┌─ DATASET CONTENT
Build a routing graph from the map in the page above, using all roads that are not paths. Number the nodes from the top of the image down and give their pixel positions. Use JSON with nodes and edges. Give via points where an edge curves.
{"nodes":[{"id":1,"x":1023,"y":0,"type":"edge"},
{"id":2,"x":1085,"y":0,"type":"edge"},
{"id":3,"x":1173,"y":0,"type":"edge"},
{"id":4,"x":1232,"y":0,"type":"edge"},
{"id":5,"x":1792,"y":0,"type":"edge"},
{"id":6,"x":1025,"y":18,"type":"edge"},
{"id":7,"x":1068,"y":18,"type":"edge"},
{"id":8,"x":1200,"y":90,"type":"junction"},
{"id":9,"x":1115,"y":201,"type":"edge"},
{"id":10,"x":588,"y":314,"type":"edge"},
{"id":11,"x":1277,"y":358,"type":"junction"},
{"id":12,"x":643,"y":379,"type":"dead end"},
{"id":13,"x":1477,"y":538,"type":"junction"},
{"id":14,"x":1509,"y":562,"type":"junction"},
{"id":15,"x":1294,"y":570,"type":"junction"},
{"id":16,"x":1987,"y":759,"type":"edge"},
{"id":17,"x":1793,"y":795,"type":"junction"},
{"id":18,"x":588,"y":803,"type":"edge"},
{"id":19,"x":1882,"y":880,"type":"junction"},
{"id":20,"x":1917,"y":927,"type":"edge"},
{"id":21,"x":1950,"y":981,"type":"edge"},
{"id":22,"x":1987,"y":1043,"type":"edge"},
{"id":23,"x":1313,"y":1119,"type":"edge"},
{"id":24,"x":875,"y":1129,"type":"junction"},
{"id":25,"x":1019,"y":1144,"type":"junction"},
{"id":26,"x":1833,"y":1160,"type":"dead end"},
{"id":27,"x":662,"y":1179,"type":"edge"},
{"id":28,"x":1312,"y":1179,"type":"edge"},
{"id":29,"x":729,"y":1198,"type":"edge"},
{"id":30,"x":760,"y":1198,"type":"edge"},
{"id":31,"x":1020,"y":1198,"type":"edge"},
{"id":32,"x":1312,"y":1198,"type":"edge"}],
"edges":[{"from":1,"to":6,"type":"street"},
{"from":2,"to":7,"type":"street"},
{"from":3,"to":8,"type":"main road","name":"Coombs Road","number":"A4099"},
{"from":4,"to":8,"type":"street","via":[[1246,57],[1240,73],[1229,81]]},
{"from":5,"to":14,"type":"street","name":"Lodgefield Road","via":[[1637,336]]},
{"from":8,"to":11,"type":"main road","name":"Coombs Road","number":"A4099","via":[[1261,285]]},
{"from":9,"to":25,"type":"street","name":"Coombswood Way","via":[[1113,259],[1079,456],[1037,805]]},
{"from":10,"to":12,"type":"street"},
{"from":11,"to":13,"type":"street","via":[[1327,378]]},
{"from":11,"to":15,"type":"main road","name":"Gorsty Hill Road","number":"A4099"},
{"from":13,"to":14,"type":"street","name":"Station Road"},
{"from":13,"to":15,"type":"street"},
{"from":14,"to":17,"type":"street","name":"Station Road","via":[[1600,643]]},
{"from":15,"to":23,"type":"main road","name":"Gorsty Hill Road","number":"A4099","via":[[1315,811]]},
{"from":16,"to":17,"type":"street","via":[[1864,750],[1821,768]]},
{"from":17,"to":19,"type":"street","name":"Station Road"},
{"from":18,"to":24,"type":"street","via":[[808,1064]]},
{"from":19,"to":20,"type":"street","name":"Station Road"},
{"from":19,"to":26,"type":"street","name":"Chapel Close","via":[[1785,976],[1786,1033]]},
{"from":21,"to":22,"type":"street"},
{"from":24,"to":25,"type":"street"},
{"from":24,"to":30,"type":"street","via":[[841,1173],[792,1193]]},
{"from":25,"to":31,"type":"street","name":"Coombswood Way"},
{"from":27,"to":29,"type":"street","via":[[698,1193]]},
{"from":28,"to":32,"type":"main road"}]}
└─
THE TASK. Some lines contain the word "Station". Pull each one out of the listing.

OUTPUT.
{"from":13,"to":14,"type":"street","name":"Station Road"},
{"from":14,"to":17,"type":"street","name":"Station Road","via":[[1600,643]]},
{"from":17,"to":19,"type":"street","name":"Station Road"},
{"from":19,"to":20,"type":"street","name":"Station Road"},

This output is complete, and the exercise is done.